Literary Devices Examples in The Song of Wandering Aengus:
The Song of Wandering Aengus 5
"The silver apples of the moon, The golden apples of the sun...." See in text (The Song of Wandering Aengus)
The speaker states that the apples are silver and gold, which suggests that they represent something more than simple apples. Silver and gold are not only inorganic materials, but also they are colors full of symbolism. With this in mind, such apples are the result of artistic creation. In the poem, the apples represent the perfection and purity that only art can achieve. Only through art can Aengus’s quest can be accomplished. This poem itself serves as an act of taking and offering such apples. There is another way in which the apples represent the fruit of artistic creation: just as the golden apples of mythology offer immortality, so does art outlast its creator.

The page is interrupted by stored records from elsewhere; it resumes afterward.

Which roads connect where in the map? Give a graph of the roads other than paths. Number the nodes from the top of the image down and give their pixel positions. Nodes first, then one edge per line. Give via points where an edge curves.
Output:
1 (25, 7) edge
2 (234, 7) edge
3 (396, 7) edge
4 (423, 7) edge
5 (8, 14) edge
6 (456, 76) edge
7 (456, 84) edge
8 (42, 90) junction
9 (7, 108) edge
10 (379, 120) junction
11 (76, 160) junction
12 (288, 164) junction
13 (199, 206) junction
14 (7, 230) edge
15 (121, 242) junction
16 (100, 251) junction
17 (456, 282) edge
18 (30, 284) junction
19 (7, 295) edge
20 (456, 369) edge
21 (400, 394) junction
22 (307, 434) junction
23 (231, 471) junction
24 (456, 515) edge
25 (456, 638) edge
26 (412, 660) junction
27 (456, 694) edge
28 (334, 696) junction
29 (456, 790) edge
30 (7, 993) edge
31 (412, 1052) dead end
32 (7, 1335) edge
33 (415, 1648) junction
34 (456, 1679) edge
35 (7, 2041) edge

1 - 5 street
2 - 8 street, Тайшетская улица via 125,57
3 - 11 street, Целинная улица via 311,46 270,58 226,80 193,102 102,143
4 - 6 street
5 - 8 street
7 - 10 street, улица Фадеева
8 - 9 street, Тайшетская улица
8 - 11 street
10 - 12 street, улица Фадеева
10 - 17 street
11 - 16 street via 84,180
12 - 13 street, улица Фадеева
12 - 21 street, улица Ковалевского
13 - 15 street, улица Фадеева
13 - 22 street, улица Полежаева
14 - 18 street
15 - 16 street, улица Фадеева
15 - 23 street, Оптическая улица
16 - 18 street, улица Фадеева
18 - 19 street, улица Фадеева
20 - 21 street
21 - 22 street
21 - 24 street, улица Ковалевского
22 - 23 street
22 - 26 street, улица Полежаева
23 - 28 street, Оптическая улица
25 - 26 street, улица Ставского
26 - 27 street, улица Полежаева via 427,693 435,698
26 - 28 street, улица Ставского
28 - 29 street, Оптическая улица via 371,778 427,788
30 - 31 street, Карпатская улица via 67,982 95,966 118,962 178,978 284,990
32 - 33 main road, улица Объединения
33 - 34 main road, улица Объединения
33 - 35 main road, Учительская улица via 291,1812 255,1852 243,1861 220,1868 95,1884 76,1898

"where she has gone..." See in text (The Song of Wandering Aengus)
This poem describes Aengus searching for the love he encounters in this magical way, wandering the earth hoping to find her. However, in the Celtic myth, Aengus does not search for his lover. His mother and father search the earth and King Bodb actually finds her. Since Yeats’s story of Aengus differs from the poem, readers end up seeing his experiences more realistically. His love is not eternal and edenic; rather, it is the experience of both sadness and joy, loss and fulfillment.
"stream..." See in text (The Song of Wandering Aengus)
Yeats was such a master of slant rhyme that the technique is often referred to as “Yeatsian rhyme.” A Yeatsian rhyme is defined by a loose, subtle connection between end-rhyming words. Often in such a rhyme, the consonants are different but there exists a connecting vowel sound; or, conversely, the vowel sounds will be different but a hint of a consonant sound will connect the words. “Wing” and “stream” are faintly connected by their final consonant sounds. In the first stanza, “wood” and “wand” form a rim rhyme: the words begin and end with w and d sounds.
"white moths..." See in text (The Song of Wandering Aengus)
According to Celtic lore, moths were seen as the souls of the dead, flying about on their way to the afterlife. White moths in particular were understood to be omens of death. In the context of this poem, the “white moths… on the wing” signal Aengus’s mortality, one of Yeats’s most significant departures from the original myth of the eternally youthful Aengus.
"stars were flickering out..." See in text (The Song of Wandering Aengus)
The stars are “flickering out” because the sun is rising and the stars are becoming less visible. However, this line can be read metaphorically as well. Since stars are associated with constellations they represent mythology. The sun rising and the stars fading could represent the blending of the real and mythological worlds.